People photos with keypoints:

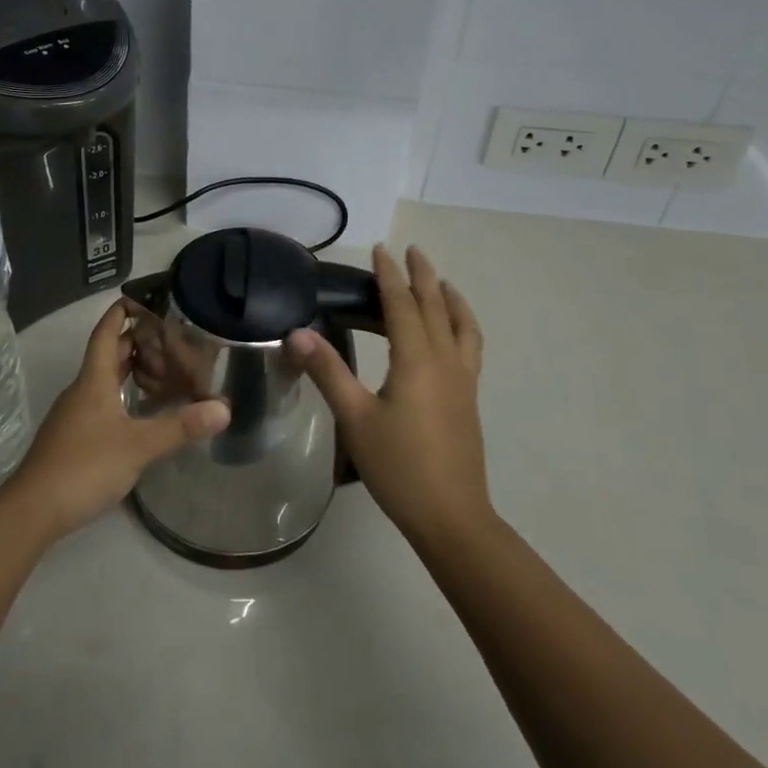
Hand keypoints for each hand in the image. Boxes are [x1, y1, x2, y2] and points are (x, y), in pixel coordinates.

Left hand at [4, 301, 229, 542]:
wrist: (34, 509)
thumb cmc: (84, 467)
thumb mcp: (138, 447)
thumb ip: (180, 427)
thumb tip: (223, 409)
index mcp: (93, 381)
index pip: (106, 334)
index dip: (121, 313)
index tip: (143, 298)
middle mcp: (81, 391)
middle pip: (107, 355)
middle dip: (134, 341)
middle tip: (169, 334)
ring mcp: (74, 414)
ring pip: (103, 379)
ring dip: (129, 369)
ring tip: (162, 367)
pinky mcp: (74, 437)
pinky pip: (101, 402)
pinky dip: (122, 394)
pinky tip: (141, 410)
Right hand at [289, 245, 491, 548]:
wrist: (451, 516)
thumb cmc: (399, 467)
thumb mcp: (355, 419)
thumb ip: (328, 371)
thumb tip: (296, 333)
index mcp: (416, 361)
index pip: (401, 305)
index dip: (389, 276)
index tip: (381, 250)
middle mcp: (445, 362)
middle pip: (436, 307)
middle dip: (423, 276)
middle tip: (412, 252)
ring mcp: (463, 381)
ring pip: (462, 326)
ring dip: (451, 298)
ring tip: (442, 283)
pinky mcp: (468, 399)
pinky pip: (470, 346)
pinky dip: (462, 325)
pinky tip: (451, 335)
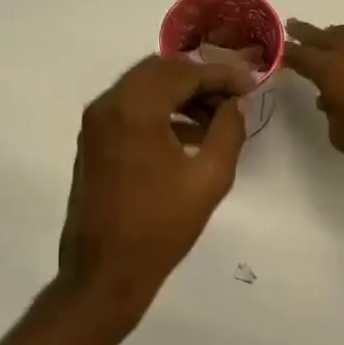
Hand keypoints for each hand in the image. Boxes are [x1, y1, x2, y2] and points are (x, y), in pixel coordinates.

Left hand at [58, 55, 253, 312]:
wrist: (104, 274)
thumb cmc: (160, 228)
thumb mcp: (209, 178)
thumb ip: (228, 131)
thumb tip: (236, 103)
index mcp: (134, 110)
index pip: (183, 72)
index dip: (221, 75)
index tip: (251, 84)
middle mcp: (108, 105)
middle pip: (160, 70)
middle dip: (200, 79)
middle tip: (233, 97)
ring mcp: (95, 123)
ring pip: (144, 87)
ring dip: (180, 94)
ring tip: (217, 118)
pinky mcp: (93, 141)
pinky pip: (130, 109)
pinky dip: (161, 111)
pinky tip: (191, 136)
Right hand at [284, 20, 343, 179]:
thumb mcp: (341, 135)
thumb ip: (332, 114)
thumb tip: (332, 101)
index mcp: (331, 69)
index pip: (301, 55)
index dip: (287, 53)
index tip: (276, 51)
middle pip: (323, 36)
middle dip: (306, 33)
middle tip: (293, 27)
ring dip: (334, 34)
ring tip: (327, 38)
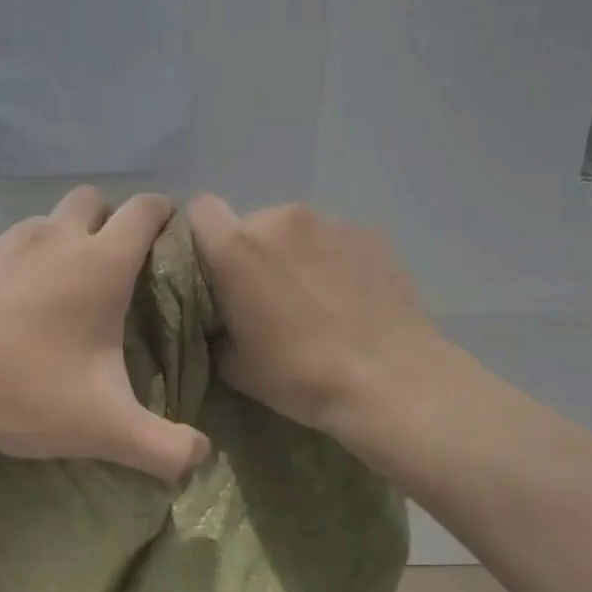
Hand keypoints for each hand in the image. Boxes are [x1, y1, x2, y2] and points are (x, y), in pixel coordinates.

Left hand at [0, 186, 209, 481]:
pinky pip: (5, 246)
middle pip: (92, 199)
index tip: (168, 236)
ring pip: (46, 220)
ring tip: (58, 290)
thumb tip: (201, 459)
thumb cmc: (24, 391)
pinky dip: (19, 262)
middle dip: (109, 220)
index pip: (145, 210)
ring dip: (62, 239)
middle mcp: (55, 238)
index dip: (163, 214)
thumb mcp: (104, 427)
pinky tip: (8, 307)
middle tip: (111, 268)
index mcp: (99, 264)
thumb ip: (163, 447)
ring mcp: (5, 243)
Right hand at [187, 194, 450, 441]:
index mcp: (237, 248)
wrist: (390, 382)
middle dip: (254, 252)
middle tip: (270, 296)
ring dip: (296, 254)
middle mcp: (280, 219)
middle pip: (252, 224)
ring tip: (317, 297)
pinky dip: (335, 260)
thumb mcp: (234, 365)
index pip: (201, 209)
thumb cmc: (299, 376)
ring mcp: (331, 222)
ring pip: (296, 230)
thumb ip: (216, 325)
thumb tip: (222, 317)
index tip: (214, 268)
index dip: (203, 235)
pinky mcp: (371, 233)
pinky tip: (352, 298)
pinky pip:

#### [Work to complete]
Without the pictures, return the entries exactly as they appear.

#### [Answer]
Hand keypoints for each hand in the image. Boxes are [x1, y1, x2, y2] and points are (x, y), in pixel coordinates.

Left hand at [4, 301, 229, 542]:
wrist: (34, 509)
thumb cmc: (84, 467)
thumb mcp: (138, 447)
thumb ip: (180, 427)
thumb tip: (223, 409)
index mcp: (93, 381)
index pip: (106, 334)
index dip: (121, 313)
index tip: (143, 298)
middle mcp: (81, 391)
middle pip: (107, 355)
middle dip: (134, 341)
middle tip: (169, 334)
ring mcp: (74, 414)
ring pip: (103, 379)
ring dip: (129, 369)
ring tip: (162, 367)
pinky mcp: (74, 437)
pinky pip: (101, 402)
pinky dip: (122, 394)
pinky tip: (141, 410)
Right hand at [289, 245, 491, 548]:
wrist: (451, 516)
thumb cmc: (399, 467)
thumb mcp: (355, 419)
thumb ip: (328, 371)
thumb tip: (296, 333)
index mcp: (416, 361)
index pip: (401, 305)
index dip: (389, 276)
index tip: (381, 250)
middle mcp: (445, 362)
middle pip: (436, 307)
middle dip: (423, 276)
middle tip: (412, 252)
ring mcp: (463, 381)
ring pip: (462, 326)
ring dip: (451, 298)
ring tip: (442, 283)
pinky mcp: (468, 399)
pinky pip: (470, 346)
pinky dip: (462, 325)
pinky tip: (451, 335)
Hand keypoints for each hand in the image. Boxes are [x1, y1, x2, y2] and points are (x, y), in pixel coordinates.

Left hand at [58, 55, 253, 312]:
wrist: (104, 274)
thumb cmc: (160, 228)
thumb mcp: (209, 178)
thumb ip: (228, 131)
thumb tip: (236, 103)
index mcp: (134, 110)
index pip: (183, 72)
index dip: (221, 75)
index tip: (251, 84)
middle mcp: (108, 105)
middle pip: (160, 70)
middle dip: (200, 79)
middle tip: (233, 97)
ring mcp: (95, 123)
ring pip: (144, 87)
ring dip: (180, 94)
ring tip: (217, 118)
pinky mcp: (93, 141)
pinky pip: (130, 109)
pinky dip: (161, 111)
pinky tip: (191, 136)
Right hand at [284, 20, 343, 179]:
thumb mcp: (341, 135)
thumb ip: (332, 114)
thumb tip: (332, 101)
index mcp: (331, 69)
index pip: (301, 55)
index dip: (287, 53)
index tip: (276, 51)
middle pip: (323, 36)
middle dip: (306, 33)
middle tip: (293, 27)
ring dip: (334, 34)
ring tip: (327, 38)
Hand keypoints for each hand in the image. Boxes are [x1, y1, x2, y2] and points are (x, y), in pixel coordinates.

Left hand at [0, 186, 209, 481]:
pinky pip: (5, 246)
middle pip: (92, 199)
index tip: (168, 236)
ring pip: (46, 220)
ring tip: (58, 290)
thumb tip: (201, 459)
thumb cmc: (24, 391)
pinky dip: (19, 262)
middle dip: (109, 220)
index pip: (145, 210)
ring dip: (62, 239)
middle mcp: (55, 238)
index dip: (163, 214)
thumb mcp: (104, 427)
pinky tip: (8, 307)
middle tip: (111, 268)
index mcp: (99, 264)
thumb ip: (163, 447)
ring mcp: (5, 243)
Right hand at [187, 194, 450, 441]:
index mcp: (237, 248)
wrist: (390, 382)
middle dip: (254, 252)
middle tip: (270, 296)
ring dip: (296, 254)
middle mcp: (280, 219)
middle pip: (252, 224)
ring tip: (317, 297)
pinky dip: (335, 260)
thumb mcp: (234, 365)
index pip: (201, 209)
thumb cmc: (299, 376)
ring mcp: (331, 222)
ring pip: (296, 230)
thumb ip: (216, 325)
thumb tip: (222, 317)
index tip: (214, 268)
index dip: (203, 235)
pinky mcp: (371, 233)
pinky tip: (352, 298)
pinky pip:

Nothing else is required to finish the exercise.